ANM quer reduzir sonegação fiscal no setor e vai treinar prefeituras para fiscalizar 'royalties' da mineração
Iniciativa visa melhorar efetividade quanto ao recolhimento de royalties minerais (CFEM); multas e autuações ficam a cargo da ANM
O acordo
de cooperação técnica – inédito - entre Agência Nacional de Mineração
(ANM) e cidades mineradoras vai fortalecer o sistema de acompanhamento de lavra
e fiscalização buscando minimizar a sonegação fiscal no
recolhimento da Compensação Financeira pela Exploração Mineral (CFEM).

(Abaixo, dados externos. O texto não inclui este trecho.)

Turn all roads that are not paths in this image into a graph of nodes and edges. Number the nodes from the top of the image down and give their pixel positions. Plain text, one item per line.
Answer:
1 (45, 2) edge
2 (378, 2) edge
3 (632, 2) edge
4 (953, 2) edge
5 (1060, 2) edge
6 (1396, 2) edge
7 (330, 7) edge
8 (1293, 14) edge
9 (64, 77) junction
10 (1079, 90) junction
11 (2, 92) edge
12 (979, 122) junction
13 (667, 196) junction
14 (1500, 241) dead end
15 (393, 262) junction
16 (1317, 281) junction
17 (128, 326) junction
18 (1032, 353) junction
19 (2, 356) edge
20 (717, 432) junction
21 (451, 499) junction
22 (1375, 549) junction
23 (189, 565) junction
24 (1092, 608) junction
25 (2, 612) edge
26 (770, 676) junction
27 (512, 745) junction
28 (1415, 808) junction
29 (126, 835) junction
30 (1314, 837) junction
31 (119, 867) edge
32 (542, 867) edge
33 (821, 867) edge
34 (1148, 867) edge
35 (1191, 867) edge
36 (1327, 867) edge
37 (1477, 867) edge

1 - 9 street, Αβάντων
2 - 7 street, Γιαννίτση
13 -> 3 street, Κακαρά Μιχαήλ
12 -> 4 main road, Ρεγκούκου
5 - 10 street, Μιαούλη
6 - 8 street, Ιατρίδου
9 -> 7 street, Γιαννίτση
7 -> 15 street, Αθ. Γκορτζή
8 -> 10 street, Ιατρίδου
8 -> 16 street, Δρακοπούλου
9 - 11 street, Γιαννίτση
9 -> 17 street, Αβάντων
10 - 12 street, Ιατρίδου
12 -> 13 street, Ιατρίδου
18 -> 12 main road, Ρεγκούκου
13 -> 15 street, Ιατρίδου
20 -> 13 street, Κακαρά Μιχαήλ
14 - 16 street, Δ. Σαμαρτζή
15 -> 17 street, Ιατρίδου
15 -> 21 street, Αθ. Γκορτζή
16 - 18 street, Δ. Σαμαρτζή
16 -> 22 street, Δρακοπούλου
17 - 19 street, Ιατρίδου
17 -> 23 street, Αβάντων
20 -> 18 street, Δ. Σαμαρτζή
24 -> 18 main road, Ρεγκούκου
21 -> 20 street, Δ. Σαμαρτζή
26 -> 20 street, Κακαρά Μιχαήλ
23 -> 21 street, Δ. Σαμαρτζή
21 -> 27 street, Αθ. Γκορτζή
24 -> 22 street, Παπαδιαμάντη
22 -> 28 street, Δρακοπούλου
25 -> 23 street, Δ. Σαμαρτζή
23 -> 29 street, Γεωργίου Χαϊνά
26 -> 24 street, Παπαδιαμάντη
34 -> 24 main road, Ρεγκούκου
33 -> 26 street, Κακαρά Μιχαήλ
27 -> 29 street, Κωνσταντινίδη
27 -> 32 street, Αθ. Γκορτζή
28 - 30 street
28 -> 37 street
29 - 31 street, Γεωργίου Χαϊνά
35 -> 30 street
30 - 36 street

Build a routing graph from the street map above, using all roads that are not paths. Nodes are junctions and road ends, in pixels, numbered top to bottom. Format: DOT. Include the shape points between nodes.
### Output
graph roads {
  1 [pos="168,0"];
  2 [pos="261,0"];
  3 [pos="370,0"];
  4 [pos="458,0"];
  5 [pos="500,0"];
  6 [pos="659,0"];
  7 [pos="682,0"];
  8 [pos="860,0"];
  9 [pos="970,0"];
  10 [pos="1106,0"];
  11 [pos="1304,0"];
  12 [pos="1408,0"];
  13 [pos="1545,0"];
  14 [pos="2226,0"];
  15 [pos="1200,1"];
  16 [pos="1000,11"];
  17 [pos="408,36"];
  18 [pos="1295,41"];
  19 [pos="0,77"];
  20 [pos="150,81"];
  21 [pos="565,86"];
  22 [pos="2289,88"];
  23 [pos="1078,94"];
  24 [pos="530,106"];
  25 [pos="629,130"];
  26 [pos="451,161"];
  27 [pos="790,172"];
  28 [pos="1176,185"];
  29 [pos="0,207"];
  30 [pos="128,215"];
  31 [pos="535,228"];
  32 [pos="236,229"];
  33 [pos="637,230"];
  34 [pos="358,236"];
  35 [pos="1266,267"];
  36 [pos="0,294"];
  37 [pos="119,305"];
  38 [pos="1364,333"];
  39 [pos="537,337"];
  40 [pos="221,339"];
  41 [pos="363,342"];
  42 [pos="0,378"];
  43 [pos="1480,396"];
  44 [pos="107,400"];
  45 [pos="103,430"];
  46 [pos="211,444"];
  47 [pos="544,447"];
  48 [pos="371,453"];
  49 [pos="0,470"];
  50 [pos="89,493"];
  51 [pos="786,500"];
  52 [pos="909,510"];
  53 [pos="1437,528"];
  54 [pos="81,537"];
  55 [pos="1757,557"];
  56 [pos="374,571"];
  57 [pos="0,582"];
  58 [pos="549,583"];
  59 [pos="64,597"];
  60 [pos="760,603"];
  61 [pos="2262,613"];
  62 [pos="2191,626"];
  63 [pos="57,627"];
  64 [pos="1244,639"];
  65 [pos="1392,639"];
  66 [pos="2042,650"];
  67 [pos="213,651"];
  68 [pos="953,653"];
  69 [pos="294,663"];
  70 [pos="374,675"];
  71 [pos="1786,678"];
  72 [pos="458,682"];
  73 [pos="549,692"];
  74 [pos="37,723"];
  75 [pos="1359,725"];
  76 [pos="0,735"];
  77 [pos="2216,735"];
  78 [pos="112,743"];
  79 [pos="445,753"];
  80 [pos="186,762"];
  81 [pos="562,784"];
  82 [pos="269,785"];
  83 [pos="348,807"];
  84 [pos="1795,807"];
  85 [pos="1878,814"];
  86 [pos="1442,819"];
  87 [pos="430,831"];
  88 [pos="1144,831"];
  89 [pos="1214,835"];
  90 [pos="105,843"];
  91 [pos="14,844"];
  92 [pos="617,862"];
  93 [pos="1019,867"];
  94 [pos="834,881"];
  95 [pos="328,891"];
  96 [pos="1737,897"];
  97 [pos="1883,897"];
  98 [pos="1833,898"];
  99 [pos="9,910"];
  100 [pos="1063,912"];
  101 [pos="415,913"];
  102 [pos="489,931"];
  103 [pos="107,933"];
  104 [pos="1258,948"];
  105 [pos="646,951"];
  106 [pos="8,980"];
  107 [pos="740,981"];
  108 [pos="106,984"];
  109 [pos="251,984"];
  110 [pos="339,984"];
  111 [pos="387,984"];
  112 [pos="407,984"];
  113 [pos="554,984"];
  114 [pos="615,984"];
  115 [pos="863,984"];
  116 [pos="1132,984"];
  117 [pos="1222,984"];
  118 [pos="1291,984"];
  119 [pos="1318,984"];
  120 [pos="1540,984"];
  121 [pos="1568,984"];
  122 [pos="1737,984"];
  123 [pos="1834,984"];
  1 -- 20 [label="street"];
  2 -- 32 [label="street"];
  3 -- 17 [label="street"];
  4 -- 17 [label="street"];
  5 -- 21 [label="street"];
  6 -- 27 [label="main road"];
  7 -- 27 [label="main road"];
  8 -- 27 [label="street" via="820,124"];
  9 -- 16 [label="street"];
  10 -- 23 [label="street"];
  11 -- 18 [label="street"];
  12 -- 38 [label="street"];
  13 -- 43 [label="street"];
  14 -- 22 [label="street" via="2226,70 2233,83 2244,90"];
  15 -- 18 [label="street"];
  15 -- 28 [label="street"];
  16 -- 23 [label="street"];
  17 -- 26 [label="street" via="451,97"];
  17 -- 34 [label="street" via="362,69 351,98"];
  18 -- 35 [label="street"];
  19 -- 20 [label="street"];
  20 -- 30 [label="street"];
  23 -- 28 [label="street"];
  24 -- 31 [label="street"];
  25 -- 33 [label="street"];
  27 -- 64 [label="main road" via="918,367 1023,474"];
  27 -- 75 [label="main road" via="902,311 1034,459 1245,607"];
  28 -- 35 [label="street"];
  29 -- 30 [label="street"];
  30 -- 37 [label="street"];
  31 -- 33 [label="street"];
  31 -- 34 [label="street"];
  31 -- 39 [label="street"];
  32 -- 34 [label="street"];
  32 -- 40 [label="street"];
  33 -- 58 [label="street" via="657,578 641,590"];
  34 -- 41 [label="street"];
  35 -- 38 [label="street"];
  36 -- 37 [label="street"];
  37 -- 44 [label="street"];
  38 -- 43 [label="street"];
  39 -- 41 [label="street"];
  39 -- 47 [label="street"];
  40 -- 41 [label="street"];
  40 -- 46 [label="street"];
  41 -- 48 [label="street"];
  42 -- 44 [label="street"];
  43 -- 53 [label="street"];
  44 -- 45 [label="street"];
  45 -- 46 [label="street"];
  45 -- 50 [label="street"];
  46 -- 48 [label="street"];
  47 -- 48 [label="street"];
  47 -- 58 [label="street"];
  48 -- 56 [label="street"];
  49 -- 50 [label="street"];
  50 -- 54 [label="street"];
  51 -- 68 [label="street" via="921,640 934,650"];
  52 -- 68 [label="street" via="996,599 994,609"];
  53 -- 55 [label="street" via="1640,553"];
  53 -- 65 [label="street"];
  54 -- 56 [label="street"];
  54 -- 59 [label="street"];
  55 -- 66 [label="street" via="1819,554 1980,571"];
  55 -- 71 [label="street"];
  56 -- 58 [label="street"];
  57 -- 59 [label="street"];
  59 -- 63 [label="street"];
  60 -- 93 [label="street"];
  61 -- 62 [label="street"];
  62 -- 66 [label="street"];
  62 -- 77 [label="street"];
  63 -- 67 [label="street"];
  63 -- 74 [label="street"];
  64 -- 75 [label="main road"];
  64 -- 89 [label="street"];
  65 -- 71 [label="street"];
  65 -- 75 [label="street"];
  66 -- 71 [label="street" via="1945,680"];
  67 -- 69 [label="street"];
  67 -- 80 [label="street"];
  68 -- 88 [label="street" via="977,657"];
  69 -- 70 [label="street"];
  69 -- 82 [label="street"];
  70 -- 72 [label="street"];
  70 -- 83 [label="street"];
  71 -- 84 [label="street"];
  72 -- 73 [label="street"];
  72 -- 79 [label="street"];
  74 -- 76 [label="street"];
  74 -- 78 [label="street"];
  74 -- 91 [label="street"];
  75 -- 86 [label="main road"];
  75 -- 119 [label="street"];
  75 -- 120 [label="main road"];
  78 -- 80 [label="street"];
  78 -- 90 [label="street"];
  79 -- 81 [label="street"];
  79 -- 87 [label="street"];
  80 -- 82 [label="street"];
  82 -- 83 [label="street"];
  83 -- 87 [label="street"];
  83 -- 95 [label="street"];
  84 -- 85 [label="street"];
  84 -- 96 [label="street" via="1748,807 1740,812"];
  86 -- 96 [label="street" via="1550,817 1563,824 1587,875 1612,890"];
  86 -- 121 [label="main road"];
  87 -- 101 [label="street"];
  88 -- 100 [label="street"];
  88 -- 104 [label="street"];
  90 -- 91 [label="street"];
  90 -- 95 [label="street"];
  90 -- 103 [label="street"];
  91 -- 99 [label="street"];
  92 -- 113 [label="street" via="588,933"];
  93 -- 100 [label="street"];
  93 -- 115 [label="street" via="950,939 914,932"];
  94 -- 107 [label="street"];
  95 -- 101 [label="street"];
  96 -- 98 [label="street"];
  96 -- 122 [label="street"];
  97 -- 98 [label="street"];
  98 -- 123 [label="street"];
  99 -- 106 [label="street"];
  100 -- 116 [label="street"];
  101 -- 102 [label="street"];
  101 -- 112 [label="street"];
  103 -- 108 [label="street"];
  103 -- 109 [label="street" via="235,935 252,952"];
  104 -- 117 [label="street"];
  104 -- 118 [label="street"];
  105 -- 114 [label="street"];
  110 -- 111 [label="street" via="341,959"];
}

Ao celebrar os acordos com as
prefeituras, a Agência vai ganhar um reforço considerável já nesse primeiro
momento. Se considerarmos apenas os profissionais indicados pelos município
associados à AMIG, a estrutura de fiscalização aumentará mais de 900%. Serão 63
fiscais das cidades que se juntarão aos 7 fiscais da ANM que atuam na
fiscalização da CFEM do país. Esse salto vai permitir uma eficiência expressiva
no trabalho desenvolvido pela Agência.
A Associação dos Municípios Mineradores
de Minas Gerais e do Brasil (AMIG) foi a responsável pela construção da
iniciativa entre ANM e as cidades. Na visão da AMIG, os prejuízos decorrentes
do recolhimento de CFEM em valores menores aos realmente devidos não são apenas
financeiros, uma vez que impactam negativamente toda a cadeia de políticas
públicas que poderiam estar sendo desenvolvidas pelos municípios, com reflexos
no desenvolvimento econômico e social, além das questões de sustentabilidade
ambiental. A AMIG avalia ainda que a parceria vai iniciar um novo momento na
mineração no Brasil.
Por que isso importa?
- A CGU
já sinalizou que a falta de servidores da ANM habilitados para atuar na
fiscalização da CFEM estimula práticas que geram prejuízos ao país;
- Brasil
conta com mais de 2600 cidades com mineração. ANM possui apenas 7 fiscais
que fiscalizam até 30 mineradoras por ano. Parceria vai aumentar em nove
vezes a capacidade de fiscalização “in loco” da ANM;
- Convênio
não cria insegurança jurídica para o setor produtivo. STF entende que
fiscalização não compete exclusivamente à União.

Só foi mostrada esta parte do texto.